**What you need to do**
Every record below must be returned word for word, with the pictures left out.

Stored data
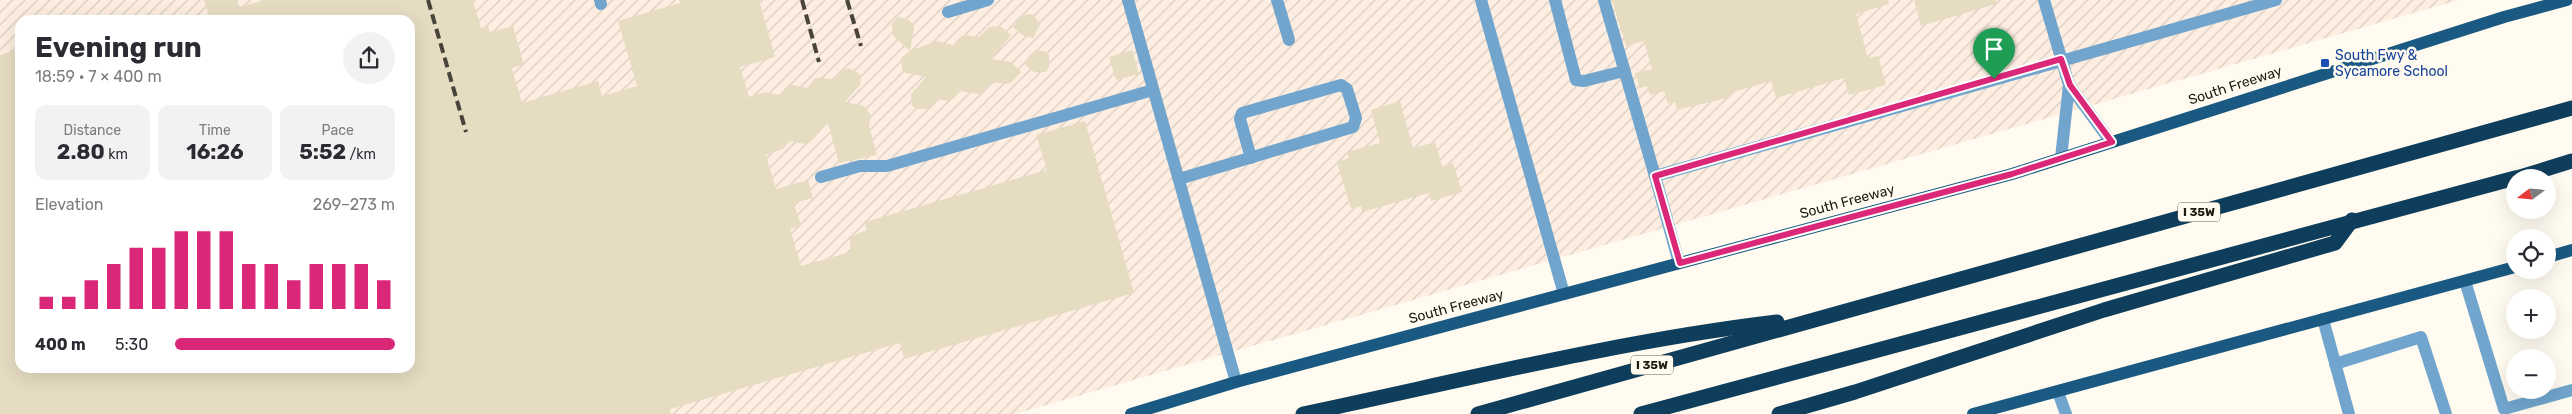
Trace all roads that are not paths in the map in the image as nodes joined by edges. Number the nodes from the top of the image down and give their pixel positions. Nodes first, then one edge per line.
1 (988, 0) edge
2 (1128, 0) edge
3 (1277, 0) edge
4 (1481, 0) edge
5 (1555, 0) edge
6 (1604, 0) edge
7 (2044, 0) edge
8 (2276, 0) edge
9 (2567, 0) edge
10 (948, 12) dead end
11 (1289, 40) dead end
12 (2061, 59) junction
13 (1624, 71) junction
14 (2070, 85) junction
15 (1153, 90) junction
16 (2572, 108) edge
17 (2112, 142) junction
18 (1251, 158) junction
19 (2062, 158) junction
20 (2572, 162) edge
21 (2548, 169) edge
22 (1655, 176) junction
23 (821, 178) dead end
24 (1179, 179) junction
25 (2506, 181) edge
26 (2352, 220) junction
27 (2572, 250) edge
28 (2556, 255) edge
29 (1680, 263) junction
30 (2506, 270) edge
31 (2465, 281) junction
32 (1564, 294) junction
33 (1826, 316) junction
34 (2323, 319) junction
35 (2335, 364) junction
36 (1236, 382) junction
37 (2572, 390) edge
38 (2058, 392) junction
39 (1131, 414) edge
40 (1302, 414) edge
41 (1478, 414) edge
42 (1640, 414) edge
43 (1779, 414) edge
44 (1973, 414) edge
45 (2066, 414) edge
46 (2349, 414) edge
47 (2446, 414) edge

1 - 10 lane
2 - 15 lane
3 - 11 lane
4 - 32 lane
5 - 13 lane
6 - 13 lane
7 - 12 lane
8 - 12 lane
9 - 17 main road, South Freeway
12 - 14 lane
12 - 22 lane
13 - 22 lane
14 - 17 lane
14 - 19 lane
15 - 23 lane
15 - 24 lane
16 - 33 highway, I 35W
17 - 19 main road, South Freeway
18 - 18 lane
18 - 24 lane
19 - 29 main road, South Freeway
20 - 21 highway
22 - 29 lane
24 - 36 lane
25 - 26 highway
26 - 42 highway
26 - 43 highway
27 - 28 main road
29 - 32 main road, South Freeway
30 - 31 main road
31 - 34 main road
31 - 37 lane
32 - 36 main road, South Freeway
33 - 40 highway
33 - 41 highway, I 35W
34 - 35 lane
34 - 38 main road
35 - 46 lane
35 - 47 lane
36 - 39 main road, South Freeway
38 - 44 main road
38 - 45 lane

**Solution**
Trace all roads that are not paths in the map in the image as nodes joined by edges. Number the nodes from the top of the image down and give their pixel positions. Nodes first, then one edge per line.
1 (988, 0) edge
2 (1128, 0) edge
3 (1277, 0) edge
4 (1481, 0) edge
5 (1555, 0) edge
6 (1604, 0) edge
7 (2044, 0) edge
8 (2276, 0) edge
9 (2567, 0) edge
10 (948, 12) dead end
11 (1289, 40) dead end
12 (2061, 59) junction
13 (1624, 71) junction
14 (2070, 85) junction
15 (1153, 90) junction
16 (2572, 108) edge
17 (2112, 142) junction
18 (1251, 158) junction
19 (2062, 158) junction
20 (2572, 162) edge
21 (2548, 169) edge
22 (1655, 176) junction
23 (821, 178) dead end
24 (1179, 179) junction
25 (2506, 181) edge
26 (2352, 220) junction
27 (2572, 250) edge
28 (2556, 255) edge
29 (1680, 263) junction
30 (2506, 270) edge
31 (2465, 281) junction
32 (1564, 294) junction
33 (1826, 316) junction
34 (2323, 319) junction
35 (2335, 364) junction
36 (1236, 382) junction
37 (2572, 390) edge
38 (2058, 392) junction
39 (1131, 414) edge
40 (1302, 414) edge
41 (1478, 414) edge
42 (1640, 414) edge
43 (1779, 414) edge
44 (1973, 414) edge
45 (2066, 414) edge
46 (2349, 414) edge
47 (2446, 414) edge

1 - 10 lane
2 - 15 lane
3 - 11 lane
4 - 32 lane
5 - 13 lane
6 - 13 lane
7 - 12 lane
8 - 12 lane
9 - 17 main road, South Freeway
12 - 14 lane
12 - 22 lane
13 - 22 lane
14 - 17 lane
14 - 19 lane
15 - 23 lane
15 - 24 lane
16 - 33 highway, I 35W
17 - 19 main road, South Freeway
18 - 18 lane
18 - 24 lane
19 - 29 main road, South Freeway
20 - 21 highway
22 - 29 lane
24 - 36 lane
25 - 26 highway
26 - 42 highway
26 - 43 highway
27 - 28 main road
29 - 32 main road, South Freeway
30 - 31 main road
31 - 34 main road
31 - 37 lane
32 - 36 main road, South Freeway
33 - 40 highway
33 - 41 highway, I 35W
34 - 35 lane
34 - 38 main road
35 - 46 lane
35 - 47 lane
36 - 39 main road, South Freeway
38 - 44 main road
38 - 45 lane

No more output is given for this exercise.